Closed dievsky closed 3 years ago

dievsky commented 3 years ago

It would be nice to have a general reduction method.

Jolanrensen commented 3 years ago

So, something like this?

inline fun F64FlatArray.reduce(operation: (acc: Double, Double) -> Double): Double {
    if (size == 0) throw UnsupportedOperationException("Empty array can't be reduced.")

    var accumulator = this[0]
    var i = 1
    while (i < size) {
        accumulator = operation(accumulator, this[i++])
    }
    return accumulator
}
dievsky commented 3 years ago

Exactly like this, but with an initial value and specialized for dense arrays.

Jolanrensen commented 3 years ago

With initial value? That's not reduce, that's fold, right?

dievsky commented 3 years ago

Yep, my terminology was incorrect. Now that I've got it in check, I can say I prefer fold to reduce, since it's a bit cleaner.

Jolanrensen commented 3 years ago

Reduce is also very useful though. It's just that the initial value then is the first item in the collection. So having them both would be best probably :)

dievsky commented 3 years ago

Frankly, I seem hard-pressed to think of a use-case where reduce can't be readily expressed as fold.

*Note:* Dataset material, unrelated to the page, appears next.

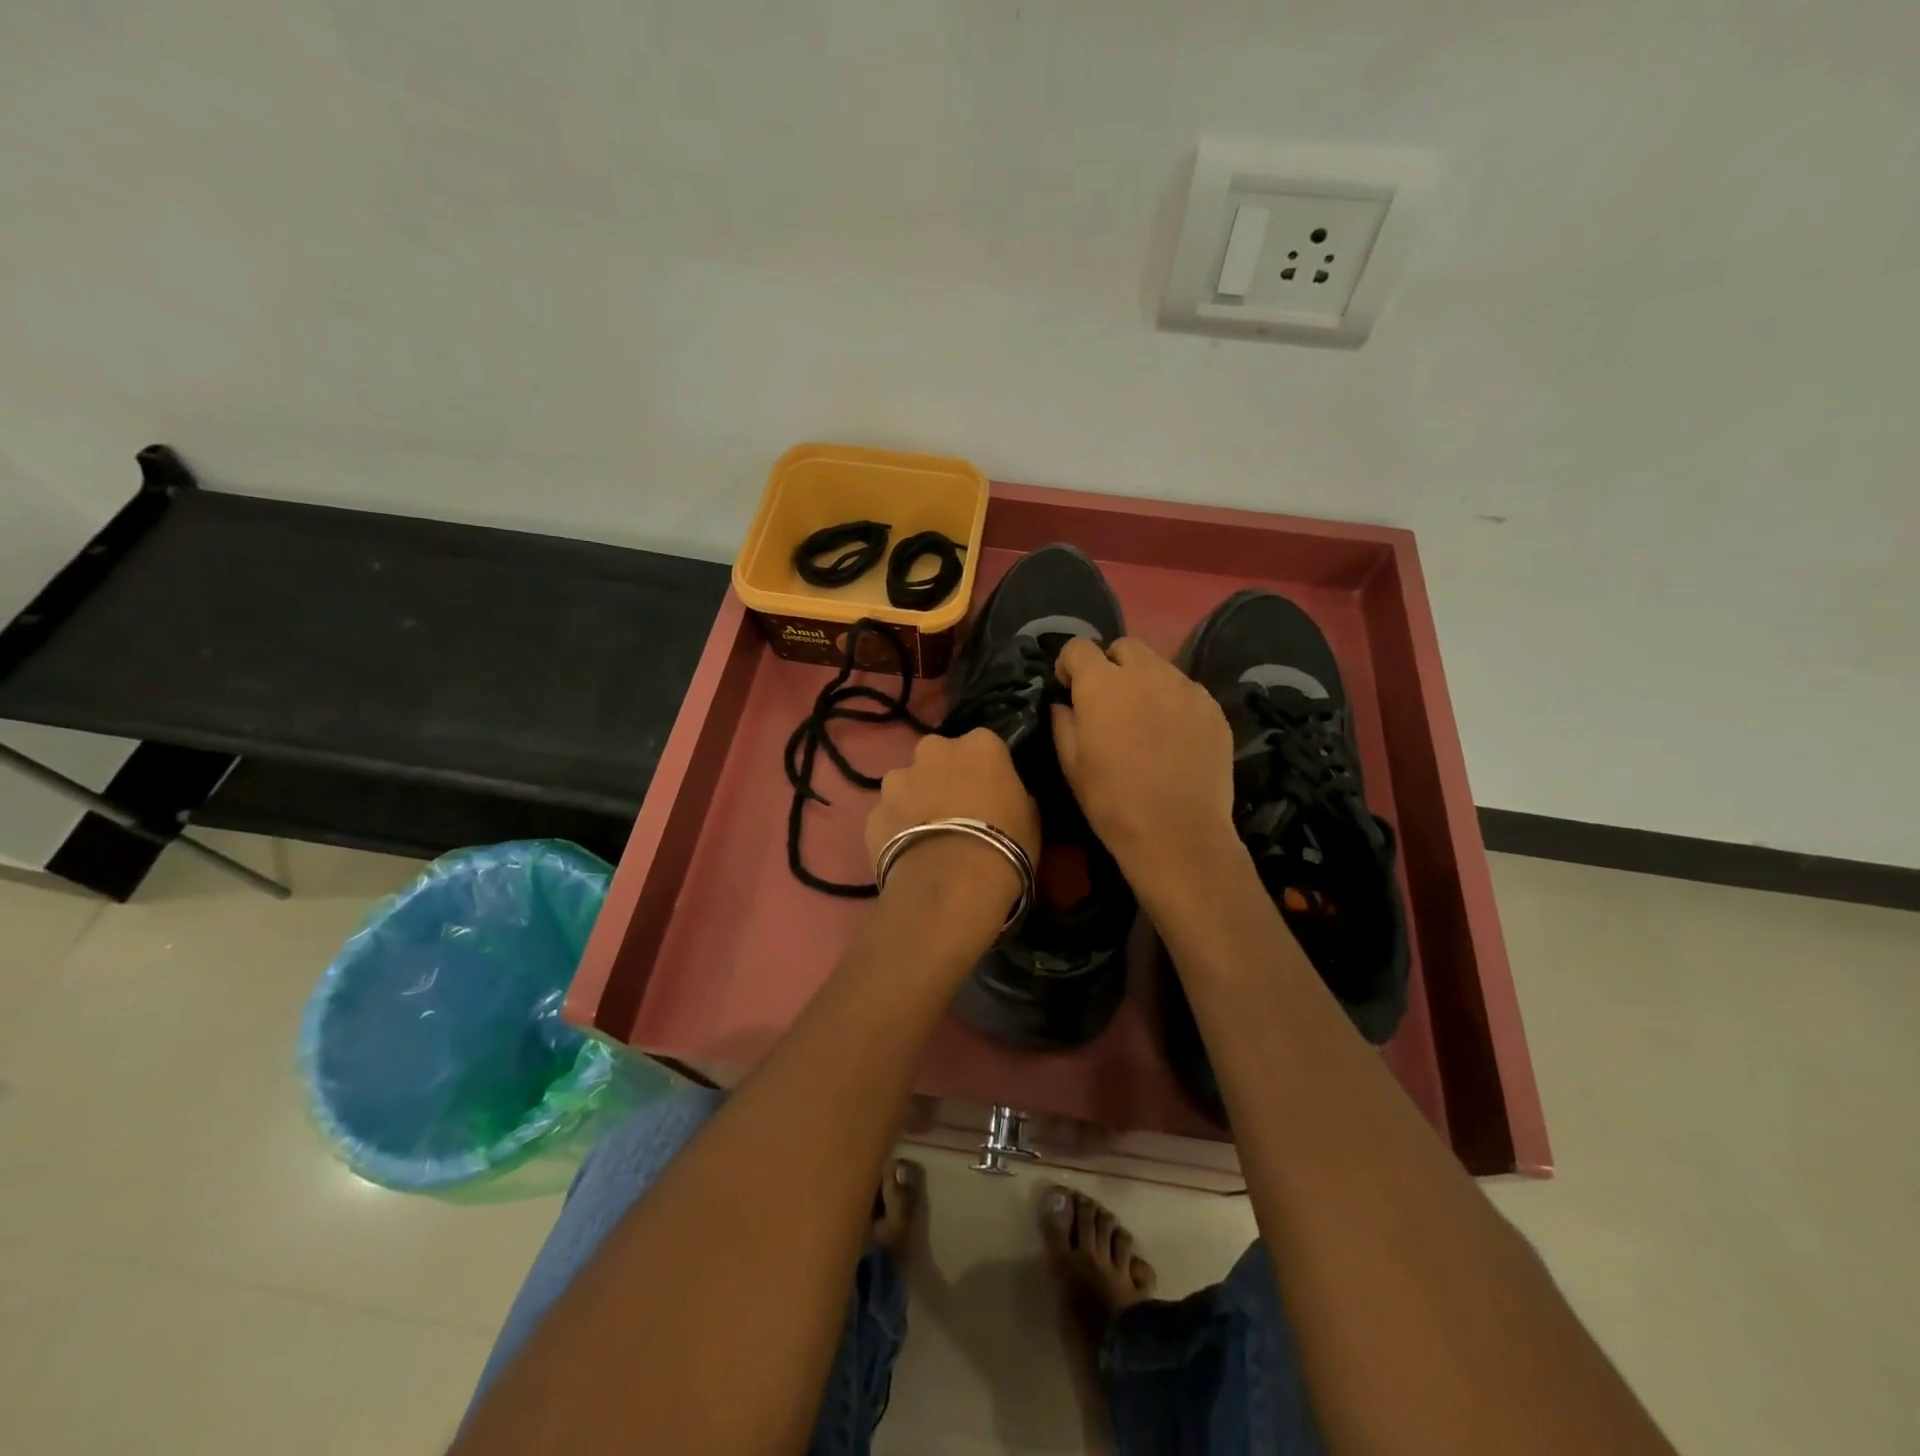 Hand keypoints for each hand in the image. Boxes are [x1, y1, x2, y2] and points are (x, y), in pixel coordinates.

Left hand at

Can you give me an example?

Jolanrensen commented 3 years ago

You can but it might not make much sense to do it. For instance reducing by sum. You could do it with a fold that starts at 0, but you'd have to add the 0 somewhere whereas with a reduce it wouldn't. Same with a reduce by product, having to start off with a 1. Simply having a reduce and fold (like in the kotlin standard library) I think is the best option.